Work instruction:
Wherever the string "paths" appears in the entries below, return the line that holds it.

(Stored items)
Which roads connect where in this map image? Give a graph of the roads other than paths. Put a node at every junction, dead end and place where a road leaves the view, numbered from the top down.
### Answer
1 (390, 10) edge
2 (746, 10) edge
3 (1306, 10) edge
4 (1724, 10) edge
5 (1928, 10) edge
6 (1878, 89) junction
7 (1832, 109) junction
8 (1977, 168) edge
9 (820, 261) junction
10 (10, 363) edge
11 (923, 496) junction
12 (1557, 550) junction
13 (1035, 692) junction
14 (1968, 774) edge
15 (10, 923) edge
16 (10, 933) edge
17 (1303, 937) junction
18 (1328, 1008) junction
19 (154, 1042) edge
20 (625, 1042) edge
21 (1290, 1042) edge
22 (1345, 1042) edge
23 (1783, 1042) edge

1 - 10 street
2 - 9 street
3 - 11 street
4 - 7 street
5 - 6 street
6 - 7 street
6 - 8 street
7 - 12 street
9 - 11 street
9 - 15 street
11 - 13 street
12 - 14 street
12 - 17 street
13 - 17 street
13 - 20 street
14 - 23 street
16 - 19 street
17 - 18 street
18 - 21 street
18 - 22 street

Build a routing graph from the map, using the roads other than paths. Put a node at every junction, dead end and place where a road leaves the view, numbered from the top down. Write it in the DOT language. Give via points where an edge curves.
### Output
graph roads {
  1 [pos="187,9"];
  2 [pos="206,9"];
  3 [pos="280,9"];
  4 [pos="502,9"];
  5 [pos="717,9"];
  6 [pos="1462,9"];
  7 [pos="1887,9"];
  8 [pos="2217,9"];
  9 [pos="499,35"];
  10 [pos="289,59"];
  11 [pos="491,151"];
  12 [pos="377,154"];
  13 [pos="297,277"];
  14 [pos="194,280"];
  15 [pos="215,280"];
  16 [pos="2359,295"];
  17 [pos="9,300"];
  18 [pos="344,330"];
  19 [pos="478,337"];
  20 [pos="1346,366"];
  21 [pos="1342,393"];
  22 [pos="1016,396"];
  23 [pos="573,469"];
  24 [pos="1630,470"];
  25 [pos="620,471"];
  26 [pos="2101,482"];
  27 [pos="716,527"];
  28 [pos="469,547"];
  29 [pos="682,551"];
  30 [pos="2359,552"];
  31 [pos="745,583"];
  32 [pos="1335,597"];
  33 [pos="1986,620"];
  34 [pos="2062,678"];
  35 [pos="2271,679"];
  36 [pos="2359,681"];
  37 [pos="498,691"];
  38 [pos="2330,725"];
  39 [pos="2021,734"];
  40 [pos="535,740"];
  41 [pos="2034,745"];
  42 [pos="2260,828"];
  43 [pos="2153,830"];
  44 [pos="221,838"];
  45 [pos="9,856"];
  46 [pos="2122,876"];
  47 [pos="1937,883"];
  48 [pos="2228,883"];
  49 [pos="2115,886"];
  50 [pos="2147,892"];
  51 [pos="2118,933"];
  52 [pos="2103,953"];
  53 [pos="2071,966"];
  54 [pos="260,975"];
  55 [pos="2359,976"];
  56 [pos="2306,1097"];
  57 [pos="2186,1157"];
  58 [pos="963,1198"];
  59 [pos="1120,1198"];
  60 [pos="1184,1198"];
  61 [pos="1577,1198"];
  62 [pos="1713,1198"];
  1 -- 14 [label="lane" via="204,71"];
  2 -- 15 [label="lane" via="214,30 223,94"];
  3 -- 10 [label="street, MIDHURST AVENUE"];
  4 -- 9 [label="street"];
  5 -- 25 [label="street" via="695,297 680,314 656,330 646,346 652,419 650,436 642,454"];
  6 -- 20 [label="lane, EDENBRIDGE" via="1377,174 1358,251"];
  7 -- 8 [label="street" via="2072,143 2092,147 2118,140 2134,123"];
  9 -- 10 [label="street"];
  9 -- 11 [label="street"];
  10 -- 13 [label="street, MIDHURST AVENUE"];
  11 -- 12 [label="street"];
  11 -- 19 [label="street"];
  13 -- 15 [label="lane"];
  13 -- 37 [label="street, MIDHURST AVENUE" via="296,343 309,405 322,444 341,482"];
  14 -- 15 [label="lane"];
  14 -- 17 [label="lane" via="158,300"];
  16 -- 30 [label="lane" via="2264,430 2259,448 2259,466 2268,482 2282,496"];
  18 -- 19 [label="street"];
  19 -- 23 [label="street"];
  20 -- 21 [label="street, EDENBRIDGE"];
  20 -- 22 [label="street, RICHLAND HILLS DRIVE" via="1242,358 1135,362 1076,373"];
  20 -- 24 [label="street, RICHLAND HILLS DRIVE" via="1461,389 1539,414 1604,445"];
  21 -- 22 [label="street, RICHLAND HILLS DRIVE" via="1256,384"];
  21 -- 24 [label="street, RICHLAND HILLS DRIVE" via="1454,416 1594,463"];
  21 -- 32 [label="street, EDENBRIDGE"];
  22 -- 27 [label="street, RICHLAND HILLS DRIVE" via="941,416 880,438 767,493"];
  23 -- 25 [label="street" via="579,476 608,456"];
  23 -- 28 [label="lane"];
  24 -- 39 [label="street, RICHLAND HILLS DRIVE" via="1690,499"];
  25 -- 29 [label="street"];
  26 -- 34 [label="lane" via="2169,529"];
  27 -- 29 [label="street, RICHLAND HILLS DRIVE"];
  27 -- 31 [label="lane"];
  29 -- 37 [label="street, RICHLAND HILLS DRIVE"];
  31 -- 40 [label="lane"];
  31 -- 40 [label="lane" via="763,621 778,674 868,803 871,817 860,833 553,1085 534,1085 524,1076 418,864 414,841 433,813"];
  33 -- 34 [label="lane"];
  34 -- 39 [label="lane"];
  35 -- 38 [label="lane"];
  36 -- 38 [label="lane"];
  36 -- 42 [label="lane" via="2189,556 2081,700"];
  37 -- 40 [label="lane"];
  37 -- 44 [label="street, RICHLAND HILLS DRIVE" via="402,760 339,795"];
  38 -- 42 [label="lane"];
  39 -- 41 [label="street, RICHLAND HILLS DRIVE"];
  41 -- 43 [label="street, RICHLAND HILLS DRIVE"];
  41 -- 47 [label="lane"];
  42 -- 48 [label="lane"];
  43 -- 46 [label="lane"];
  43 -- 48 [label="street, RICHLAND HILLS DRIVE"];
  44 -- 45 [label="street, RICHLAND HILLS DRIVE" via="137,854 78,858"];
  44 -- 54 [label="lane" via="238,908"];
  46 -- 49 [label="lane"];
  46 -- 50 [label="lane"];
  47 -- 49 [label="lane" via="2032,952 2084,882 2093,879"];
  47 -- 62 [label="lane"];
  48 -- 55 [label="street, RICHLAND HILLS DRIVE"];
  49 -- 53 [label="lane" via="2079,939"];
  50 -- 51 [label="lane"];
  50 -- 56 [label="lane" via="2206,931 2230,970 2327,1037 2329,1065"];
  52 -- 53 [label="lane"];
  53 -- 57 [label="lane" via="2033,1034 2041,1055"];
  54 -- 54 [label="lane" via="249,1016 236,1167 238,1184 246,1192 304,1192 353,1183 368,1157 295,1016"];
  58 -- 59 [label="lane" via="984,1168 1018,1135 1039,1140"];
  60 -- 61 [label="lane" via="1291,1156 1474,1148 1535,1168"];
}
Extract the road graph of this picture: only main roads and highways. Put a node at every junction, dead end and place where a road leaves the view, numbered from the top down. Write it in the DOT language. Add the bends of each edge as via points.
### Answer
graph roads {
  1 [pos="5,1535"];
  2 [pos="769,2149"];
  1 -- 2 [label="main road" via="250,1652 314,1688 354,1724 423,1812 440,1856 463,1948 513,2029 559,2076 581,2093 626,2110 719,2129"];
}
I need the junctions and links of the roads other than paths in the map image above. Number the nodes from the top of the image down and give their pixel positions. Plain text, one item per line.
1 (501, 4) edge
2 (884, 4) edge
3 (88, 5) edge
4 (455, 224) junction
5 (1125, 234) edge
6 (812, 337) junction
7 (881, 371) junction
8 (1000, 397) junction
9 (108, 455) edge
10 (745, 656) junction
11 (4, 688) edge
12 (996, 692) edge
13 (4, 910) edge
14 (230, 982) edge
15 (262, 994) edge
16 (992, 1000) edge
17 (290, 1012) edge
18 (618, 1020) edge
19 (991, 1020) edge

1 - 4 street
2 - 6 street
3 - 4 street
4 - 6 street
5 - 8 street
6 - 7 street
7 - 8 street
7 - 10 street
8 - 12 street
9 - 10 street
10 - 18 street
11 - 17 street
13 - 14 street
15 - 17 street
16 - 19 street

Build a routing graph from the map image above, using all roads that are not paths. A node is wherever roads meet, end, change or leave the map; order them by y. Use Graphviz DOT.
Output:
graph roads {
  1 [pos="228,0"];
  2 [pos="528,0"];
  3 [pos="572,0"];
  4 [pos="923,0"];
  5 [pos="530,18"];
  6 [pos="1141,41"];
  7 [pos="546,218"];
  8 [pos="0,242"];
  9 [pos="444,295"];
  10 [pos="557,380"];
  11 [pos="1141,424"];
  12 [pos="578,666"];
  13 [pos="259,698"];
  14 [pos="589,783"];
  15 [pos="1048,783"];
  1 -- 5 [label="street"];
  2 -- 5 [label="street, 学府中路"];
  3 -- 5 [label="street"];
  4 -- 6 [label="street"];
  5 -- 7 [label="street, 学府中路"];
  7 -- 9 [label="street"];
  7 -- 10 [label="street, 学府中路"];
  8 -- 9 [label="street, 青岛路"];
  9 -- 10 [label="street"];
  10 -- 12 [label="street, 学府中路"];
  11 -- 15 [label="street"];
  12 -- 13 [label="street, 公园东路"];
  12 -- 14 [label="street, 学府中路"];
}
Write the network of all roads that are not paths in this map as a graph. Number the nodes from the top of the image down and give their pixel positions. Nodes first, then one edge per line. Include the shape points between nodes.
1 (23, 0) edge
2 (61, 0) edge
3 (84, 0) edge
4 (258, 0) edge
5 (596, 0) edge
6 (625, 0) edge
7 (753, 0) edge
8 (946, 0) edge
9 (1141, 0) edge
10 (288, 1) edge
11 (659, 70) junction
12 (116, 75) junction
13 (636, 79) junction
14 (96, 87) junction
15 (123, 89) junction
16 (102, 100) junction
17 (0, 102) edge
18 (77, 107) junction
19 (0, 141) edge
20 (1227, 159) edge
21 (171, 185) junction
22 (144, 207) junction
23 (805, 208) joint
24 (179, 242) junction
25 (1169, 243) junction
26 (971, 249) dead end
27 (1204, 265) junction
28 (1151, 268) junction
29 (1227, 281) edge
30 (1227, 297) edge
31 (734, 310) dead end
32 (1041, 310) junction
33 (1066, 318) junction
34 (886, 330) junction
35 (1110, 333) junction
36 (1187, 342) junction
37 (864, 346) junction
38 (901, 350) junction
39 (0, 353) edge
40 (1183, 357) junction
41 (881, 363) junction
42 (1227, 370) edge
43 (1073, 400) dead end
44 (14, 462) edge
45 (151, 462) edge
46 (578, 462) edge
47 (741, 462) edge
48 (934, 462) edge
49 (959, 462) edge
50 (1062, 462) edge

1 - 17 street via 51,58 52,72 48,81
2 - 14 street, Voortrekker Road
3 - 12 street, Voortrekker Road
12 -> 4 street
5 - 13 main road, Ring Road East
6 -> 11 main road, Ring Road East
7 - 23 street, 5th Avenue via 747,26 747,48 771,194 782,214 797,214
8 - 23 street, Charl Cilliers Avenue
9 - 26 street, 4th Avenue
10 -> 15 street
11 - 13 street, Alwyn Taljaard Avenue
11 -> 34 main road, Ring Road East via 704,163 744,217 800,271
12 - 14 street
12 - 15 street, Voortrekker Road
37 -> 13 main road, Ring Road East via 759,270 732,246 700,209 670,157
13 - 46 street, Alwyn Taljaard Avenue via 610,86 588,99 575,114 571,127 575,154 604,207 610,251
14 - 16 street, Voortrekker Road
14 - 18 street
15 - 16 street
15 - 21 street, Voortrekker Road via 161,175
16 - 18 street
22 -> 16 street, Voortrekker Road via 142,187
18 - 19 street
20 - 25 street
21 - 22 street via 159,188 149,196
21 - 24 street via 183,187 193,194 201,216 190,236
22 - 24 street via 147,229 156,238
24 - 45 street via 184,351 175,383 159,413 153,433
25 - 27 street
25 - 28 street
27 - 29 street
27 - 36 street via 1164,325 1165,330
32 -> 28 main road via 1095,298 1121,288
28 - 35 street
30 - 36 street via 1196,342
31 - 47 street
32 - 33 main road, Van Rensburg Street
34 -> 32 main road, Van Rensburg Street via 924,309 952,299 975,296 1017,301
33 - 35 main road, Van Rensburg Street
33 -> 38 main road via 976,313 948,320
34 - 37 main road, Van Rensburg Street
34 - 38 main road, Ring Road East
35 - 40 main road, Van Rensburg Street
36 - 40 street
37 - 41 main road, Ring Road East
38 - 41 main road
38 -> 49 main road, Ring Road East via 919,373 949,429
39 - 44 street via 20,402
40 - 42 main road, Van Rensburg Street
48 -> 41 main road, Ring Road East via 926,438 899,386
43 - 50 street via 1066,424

Solution to the exercise:
Which roads connect where in this map image? Give a graph of the roads other than paths. Put a node at every junction, dead end and place where a road leaves the view, numbered from the top down.
Build a routing graph from the map, using the roads other than paths. Put a node at every junction, dead end and place where a road leaves the view, numbered from the top down. Write it in the DOT language. Give via points where an edge curves.
I need the junctions and links of the roads other than paths in the map image above. Number the nodes from the top of the image down and give their pixel positions. Plain text, one item per line.
Build a routing graph from the map image above, using all roads that are not paths. A node is wherever roads meet, end, change or leave the map; order them by y. Use Graphviz DOT.
Write the network of all roads that are not paths in this map as a graph. Number the nodes from the top of the image down and give their pixel positions. Nodes first, then one edge per line. Include the shape points between nodes.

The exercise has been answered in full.